YOUR ASSIGNMENT: What you give back should match the listing word for word.

RECORDS FOR THE TASK:
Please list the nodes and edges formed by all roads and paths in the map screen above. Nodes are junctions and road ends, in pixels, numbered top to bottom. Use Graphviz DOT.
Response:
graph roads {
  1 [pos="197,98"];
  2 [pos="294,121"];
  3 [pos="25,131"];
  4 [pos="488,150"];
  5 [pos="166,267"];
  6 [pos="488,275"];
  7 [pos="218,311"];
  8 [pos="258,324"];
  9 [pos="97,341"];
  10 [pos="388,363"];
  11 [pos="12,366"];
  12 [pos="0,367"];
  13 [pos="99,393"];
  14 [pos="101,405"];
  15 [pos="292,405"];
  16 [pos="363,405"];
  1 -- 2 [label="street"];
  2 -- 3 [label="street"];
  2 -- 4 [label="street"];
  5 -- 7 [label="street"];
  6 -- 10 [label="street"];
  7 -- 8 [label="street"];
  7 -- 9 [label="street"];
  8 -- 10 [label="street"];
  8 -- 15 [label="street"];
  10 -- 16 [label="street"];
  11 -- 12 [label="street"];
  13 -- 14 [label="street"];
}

FINISHED EXERCISE:
Please list the nodes and edges formed by all roads and paths in the map screen above. Nodes are junctions and road ends, in pixels, numbered top to bottom. Use Graphviz DOT.
Response:
graph roads {
  1 [pos="197,98"];
  2 [pos="294,121"];
  3 [pos="25,131"];
  4 [pos="488,150"];
  5 [pos="166,267"];
  6 [pos="488,275"];
  7 [pos="218,311"];
  8 [pos="258,324"];
  9 [pos="97,341"];
  10 [pos="388,363"];
  11 [pos="12,366"];
  12 [pos="0,367"];
  13 [pos="99,393"];
  14 [pos="101,405"];
  15 [pos="292,405"];
  16 [pos="363,405"];
  1 -- 2 [label="street"];
  2 -- 3 [label="street"];
  2 -- 4 [label="street"];
  5 -- 7 [label="street"];
  6 -- 10 [label="street"];
  7 -- 8 [label="street"];
  7 -- 9 [label="street"];
  8 -- 10 [label="street"];
  8 -- 15 [label="street"];
  10 -- 16 [label="street"];
  11 -- 12 [label="street"];
  13 -- 14 [label="street"];
}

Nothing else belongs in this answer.